We woke early on our first morning in Mawlynnong.  We were staying at a resort in the village called the Skyview Resort.  It boasts of a bamboo treehouse-like structure, many stories in the sky.  From there, you can see far across the plains of Bangladesh, as we’re only a few kilometers from the boarder.  We went to the top of the bamboo structure – which is lashed together by strips of palm tree, I believe, and must be remade entirely every couple of years due to rain damage and tree growth changing the requirements for size and structure – just before dawn because we wanted to see the sunrise over Bangladesh.

View from Bamboo Structure at Skyview in Mawlynnong, Meghalaya, India

View from Bamboo Structure at Skyview in Mawlynnong, Meghalaya, India

There had been a small rainstorm at sundown the night before and morning broke slowly, fresh.  There is often a haze over everything, obscuring even the nearest mountains from view.  The far plains and the sun are hidden behind mists of clouds.  Meghalaya actually means “place of the clouds” in a local language, I believe.  But this morning the haze was light enough that we were able to see the plains after the burning red sun burst forth through the treetops. It was gorgeous.

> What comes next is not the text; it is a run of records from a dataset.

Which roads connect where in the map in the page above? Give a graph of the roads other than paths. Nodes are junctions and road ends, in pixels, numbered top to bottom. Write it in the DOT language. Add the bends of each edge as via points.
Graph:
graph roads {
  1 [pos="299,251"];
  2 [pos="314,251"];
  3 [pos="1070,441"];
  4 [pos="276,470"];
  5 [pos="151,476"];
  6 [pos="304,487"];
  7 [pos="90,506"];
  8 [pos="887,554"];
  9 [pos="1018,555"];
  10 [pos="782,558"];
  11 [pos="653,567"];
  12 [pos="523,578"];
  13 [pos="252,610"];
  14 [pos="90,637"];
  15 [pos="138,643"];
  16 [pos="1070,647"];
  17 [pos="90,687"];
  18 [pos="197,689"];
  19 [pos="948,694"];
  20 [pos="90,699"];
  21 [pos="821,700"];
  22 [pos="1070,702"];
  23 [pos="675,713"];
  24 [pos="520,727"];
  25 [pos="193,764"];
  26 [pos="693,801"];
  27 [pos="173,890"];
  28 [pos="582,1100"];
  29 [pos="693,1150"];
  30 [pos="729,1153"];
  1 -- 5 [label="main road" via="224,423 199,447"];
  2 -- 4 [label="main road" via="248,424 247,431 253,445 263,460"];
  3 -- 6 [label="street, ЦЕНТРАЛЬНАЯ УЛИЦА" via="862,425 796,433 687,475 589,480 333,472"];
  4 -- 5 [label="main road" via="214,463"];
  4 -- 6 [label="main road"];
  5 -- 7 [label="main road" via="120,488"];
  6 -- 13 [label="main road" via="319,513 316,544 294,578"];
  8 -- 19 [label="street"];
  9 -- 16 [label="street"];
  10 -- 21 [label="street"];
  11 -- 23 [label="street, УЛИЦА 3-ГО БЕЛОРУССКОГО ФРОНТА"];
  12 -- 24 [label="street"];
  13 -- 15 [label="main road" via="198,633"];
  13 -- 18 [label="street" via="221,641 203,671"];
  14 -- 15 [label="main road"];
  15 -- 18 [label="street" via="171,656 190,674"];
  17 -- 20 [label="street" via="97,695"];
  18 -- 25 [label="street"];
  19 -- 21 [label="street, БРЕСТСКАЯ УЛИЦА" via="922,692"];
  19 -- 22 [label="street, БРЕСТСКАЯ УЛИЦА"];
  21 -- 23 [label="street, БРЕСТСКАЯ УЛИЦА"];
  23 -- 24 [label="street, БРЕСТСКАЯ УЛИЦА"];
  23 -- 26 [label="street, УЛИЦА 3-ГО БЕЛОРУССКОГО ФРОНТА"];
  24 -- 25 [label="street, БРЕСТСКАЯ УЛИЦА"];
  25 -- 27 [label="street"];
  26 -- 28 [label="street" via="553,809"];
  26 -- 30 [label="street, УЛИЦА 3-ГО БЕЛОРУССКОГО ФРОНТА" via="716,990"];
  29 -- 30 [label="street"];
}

Mr. Rishot at the Dining Bungalow

Mr. Rishot at the Dining Bungalow

We went down from the treehouse to have breakfast in the bamboo building where Mr. Rishat and the two boys who worked at Skyview cooked and served our meals (which were delicious).   Northeastern tea is served without milk, and sweet.  The flavours are delicious and subtle.  (Sadly, no daab grows in this region of India.)

We set off after breakfast from a trail behind our bungalow which Mr. Rishot told us would lead to the root bridge in the area.  It is actually in the village of Ruwai.  We had gone for a hike the night before and so knew some of the area, but hadn’t gone to the bridge yet.  After walking in the rainforest for some time, meeting a cool old guy on a bridge, watering Alec’s beard garden, and seeing all sorts of fascinating plants and animals, including a pineapple grove and an ant trail half a kilometer long, we arrived in a little village, where we found signs directing us towards the bridge.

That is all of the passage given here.